→ Exercise details: Look through the listing below for lines containing the word "down". State only their number.

→ Data shown:
++++++++
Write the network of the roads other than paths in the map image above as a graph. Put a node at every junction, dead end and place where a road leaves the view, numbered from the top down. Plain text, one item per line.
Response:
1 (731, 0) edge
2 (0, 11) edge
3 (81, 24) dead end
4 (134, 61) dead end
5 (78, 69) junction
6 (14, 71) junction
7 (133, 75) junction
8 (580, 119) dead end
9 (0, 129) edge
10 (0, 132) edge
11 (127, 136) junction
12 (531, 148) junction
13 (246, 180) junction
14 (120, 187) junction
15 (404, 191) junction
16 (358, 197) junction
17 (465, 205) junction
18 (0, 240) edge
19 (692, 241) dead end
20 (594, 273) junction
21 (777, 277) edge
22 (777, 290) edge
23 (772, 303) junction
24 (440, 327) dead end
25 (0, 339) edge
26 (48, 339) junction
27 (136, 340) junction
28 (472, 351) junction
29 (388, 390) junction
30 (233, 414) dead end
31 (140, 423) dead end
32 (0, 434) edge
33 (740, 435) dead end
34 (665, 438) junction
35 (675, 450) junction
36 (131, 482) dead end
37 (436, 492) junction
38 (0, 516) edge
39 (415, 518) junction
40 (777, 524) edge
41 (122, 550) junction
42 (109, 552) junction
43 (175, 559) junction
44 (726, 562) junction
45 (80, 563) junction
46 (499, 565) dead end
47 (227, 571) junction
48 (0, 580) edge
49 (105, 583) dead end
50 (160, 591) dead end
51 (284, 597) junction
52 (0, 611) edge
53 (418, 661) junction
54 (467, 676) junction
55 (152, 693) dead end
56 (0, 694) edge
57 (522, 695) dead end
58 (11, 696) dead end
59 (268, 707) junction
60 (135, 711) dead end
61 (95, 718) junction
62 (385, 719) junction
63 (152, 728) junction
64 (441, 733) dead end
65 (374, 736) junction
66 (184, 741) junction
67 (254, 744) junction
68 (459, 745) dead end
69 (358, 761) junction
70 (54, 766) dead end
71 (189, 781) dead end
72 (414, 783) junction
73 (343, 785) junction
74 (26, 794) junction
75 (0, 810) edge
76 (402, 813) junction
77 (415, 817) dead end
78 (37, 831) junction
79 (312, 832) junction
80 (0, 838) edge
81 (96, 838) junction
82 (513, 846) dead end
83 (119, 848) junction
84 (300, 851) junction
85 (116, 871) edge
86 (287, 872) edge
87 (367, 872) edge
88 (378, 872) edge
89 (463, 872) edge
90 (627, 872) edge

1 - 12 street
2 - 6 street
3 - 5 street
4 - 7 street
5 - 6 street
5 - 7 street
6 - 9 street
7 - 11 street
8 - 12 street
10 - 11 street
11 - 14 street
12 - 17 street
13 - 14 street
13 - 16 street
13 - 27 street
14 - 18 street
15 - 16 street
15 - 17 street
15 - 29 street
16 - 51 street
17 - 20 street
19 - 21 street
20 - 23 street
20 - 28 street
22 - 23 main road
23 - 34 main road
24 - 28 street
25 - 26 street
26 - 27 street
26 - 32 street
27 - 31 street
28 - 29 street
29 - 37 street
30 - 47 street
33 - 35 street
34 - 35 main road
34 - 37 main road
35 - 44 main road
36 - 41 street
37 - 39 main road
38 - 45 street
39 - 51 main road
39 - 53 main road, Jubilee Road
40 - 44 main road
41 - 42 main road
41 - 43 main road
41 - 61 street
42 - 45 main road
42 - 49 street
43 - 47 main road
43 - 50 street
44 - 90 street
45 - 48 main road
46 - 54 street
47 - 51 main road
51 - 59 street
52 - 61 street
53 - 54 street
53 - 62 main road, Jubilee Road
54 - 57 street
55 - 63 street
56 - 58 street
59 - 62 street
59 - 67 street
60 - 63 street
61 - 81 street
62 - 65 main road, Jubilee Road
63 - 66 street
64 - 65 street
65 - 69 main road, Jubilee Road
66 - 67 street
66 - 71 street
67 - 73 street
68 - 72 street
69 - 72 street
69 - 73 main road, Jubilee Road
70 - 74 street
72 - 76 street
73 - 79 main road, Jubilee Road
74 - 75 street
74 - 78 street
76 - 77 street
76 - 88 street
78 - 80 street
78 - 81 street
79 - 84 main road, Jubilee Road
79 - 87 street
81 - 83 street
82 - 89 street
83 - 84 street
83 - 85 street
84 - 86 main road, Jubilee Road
++++++++
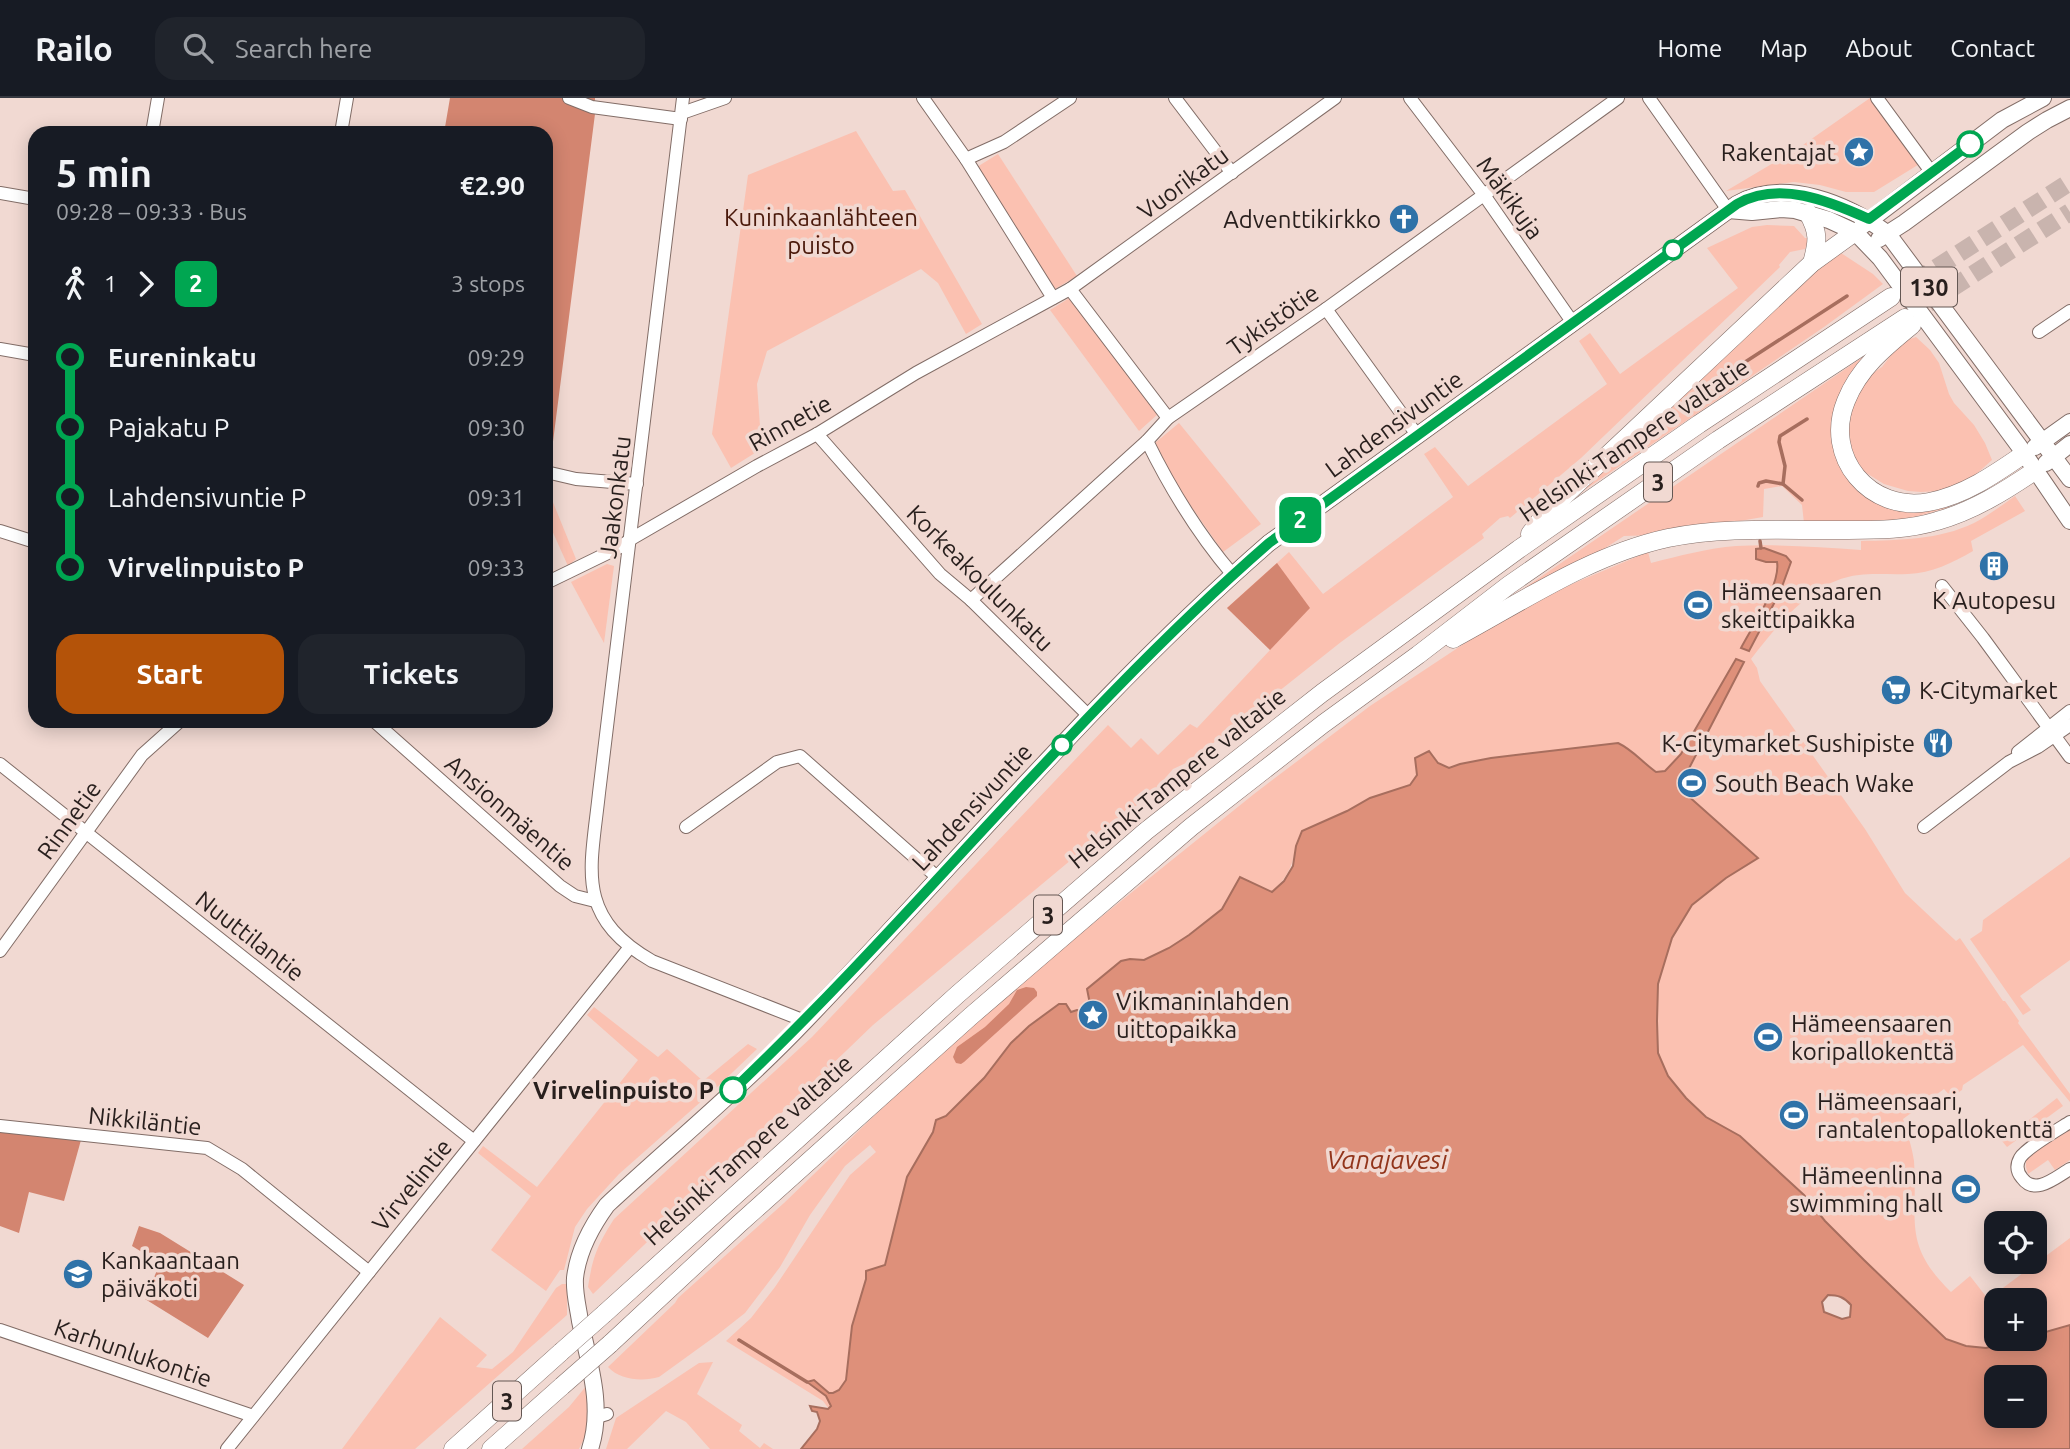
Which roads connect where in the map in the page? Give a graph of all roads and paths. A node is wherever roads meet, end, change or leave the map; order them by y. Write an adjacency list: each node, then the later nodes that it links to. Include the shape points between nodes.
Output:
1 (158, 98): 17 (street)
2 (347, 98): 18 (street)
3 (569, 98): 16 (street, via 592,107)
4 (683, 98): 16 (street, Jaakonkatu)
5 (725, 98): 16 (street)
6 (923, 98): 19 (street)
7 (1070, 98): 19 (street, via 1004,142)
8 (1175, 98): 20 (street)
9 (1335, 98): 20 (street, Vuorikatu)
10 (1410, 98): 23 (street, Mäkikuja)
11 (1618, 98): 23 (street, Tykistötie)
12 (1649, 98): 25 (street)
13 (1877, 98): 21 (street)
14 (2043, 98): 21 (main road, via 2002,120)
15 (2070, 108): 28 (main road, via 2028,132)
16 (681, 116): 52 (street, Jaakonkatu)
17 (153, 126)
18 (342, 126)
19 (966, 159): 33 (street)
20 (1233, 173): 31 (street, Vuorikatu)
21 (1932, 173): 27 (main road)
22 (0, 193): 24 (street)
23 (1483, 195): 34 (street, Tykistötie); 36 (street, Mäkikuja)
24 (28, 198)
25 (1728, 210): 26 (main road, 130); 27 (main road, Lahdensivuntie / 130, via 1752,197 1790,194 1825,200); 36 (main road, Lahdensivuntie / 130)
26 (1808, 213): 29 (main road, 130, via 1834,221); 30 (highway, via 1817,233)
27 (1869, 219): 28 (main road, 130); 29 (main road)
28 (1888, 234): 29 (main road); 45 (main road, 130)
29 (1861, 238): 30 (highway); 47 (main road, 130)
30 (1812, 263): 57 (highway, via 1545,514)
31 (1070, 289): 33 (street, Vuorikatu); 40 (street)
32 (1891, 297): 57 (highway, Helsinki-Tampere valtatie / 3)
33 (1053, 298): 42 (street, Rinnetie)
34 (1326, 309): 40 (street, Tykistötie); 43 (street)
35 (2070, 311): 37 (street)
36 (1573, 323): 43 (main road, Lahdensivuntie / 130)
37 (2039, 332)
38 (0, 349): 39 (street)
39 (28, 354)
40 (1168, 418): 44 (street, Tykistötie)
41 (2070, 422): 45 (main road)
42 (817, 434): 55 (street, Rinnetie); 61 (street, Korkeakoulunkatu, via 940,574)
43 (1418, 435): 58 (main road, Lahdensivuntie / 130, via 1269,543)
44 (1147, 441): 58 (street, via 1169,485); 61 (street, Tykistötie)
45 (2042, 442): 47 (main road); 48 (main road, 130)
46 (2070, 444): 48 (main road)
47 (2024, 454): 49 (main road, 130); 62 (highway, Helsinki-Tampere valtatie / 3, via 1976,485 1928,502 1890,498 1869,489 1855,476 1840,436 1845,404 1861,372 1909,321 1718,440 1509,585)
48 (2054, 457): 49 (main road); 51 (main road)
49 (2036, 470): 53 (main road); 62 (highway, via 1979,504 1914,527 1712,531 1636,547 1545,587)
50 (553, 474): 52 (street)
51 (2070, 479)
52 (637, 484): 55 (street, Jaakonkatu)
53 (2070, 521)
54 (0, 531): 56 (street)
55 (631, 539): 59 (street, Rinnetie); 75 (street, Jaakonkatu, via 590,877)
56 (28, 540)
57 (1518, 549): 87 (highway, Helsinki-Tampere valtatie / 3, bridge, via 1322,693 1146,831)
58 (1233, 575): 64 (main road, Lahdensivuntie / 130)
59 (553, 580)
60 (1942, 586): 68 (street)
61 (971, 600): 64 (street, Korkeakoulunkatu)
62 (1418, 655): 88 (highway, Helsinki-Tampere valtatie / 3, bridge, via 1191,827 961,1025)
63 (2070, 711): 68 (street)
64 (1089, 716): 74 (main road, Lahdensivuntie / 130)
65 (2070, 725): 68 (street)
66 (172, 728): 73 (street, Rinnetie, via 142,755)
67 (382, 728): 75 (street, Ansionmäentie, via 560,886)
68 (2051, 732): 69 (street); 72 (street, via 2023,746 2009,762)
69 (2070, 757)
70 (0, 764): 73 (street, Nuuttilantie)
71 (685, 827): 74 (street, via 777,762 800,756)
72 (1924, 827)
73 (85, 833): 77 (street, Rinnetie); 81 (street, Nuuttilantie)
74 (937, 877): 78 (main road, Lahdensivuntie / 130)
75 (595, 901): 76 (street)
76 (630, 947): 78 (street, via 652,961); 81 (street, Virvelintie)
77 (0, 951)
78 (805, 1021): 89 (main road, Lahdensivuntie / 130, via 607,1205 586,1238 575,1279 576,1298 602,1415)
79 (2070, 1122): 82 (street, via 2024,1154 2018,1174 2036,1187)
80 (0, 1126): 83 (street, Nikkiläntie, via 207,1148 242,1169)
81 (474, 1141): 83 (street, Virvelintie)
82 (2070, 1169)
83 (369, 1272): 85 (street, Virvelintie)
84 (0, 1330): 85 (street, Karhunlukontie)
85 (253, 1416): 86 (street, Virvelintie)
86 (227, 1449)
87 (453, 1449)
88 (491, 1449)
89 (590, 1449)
++++++++
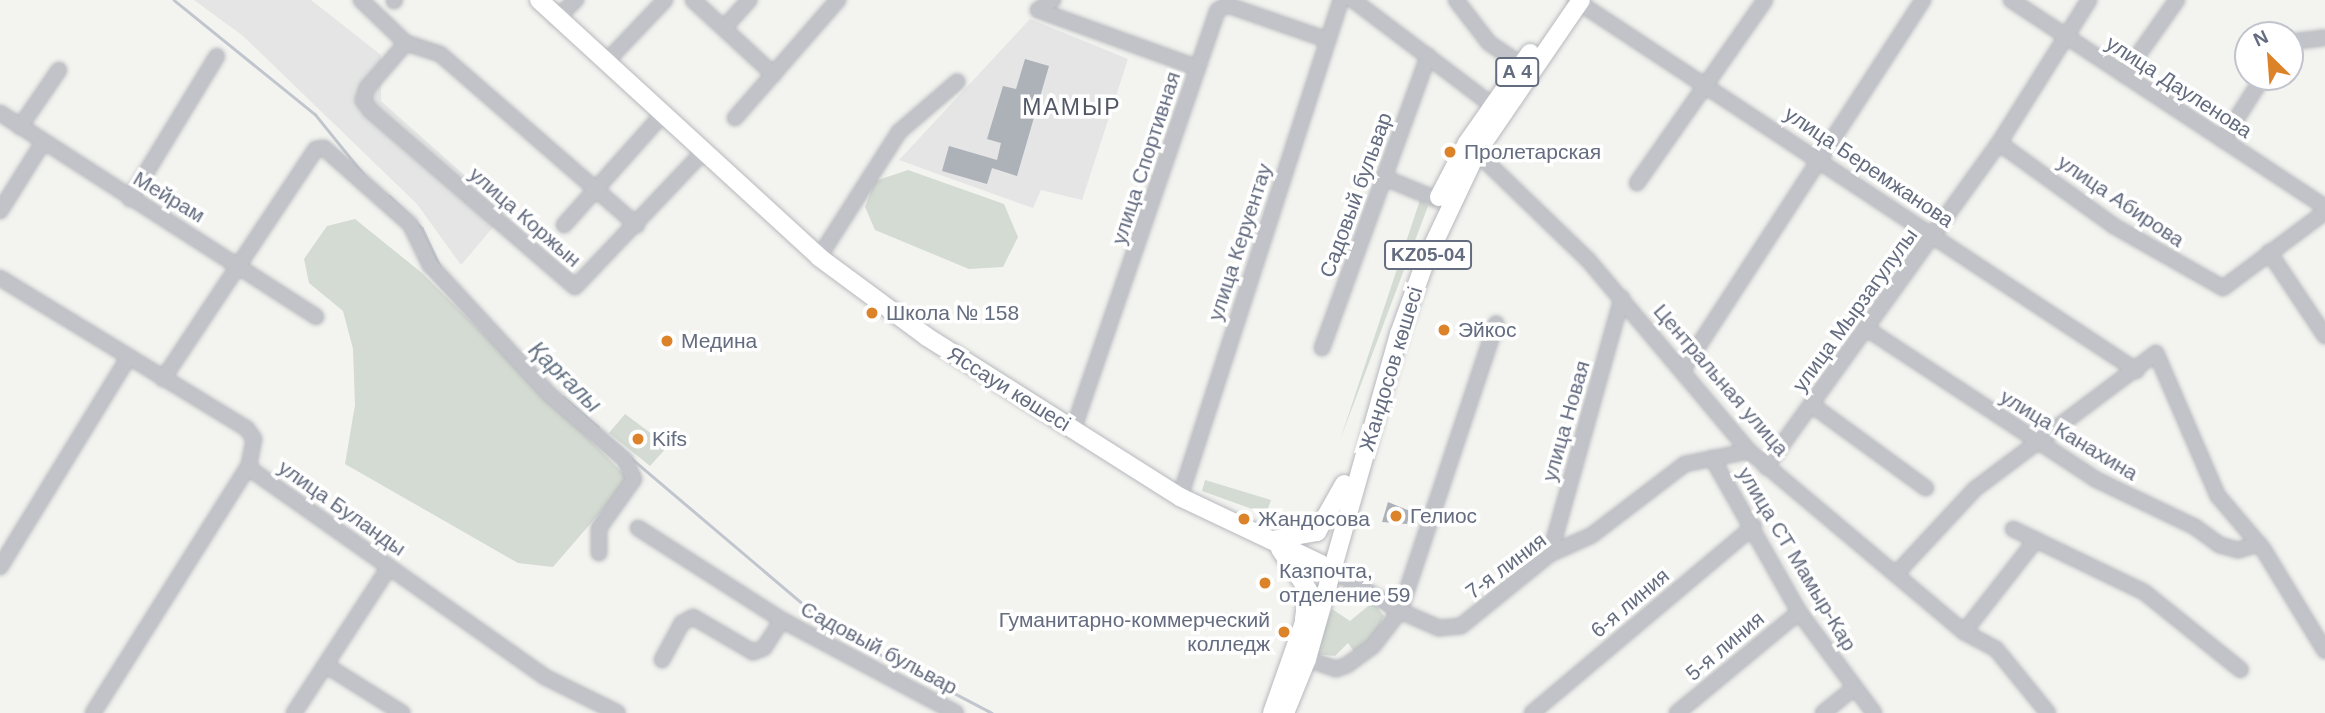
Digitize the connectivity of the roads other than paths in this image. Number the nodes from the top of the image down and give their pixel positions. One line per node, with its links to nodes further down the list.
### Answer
++++++++
→ Result for this task: 2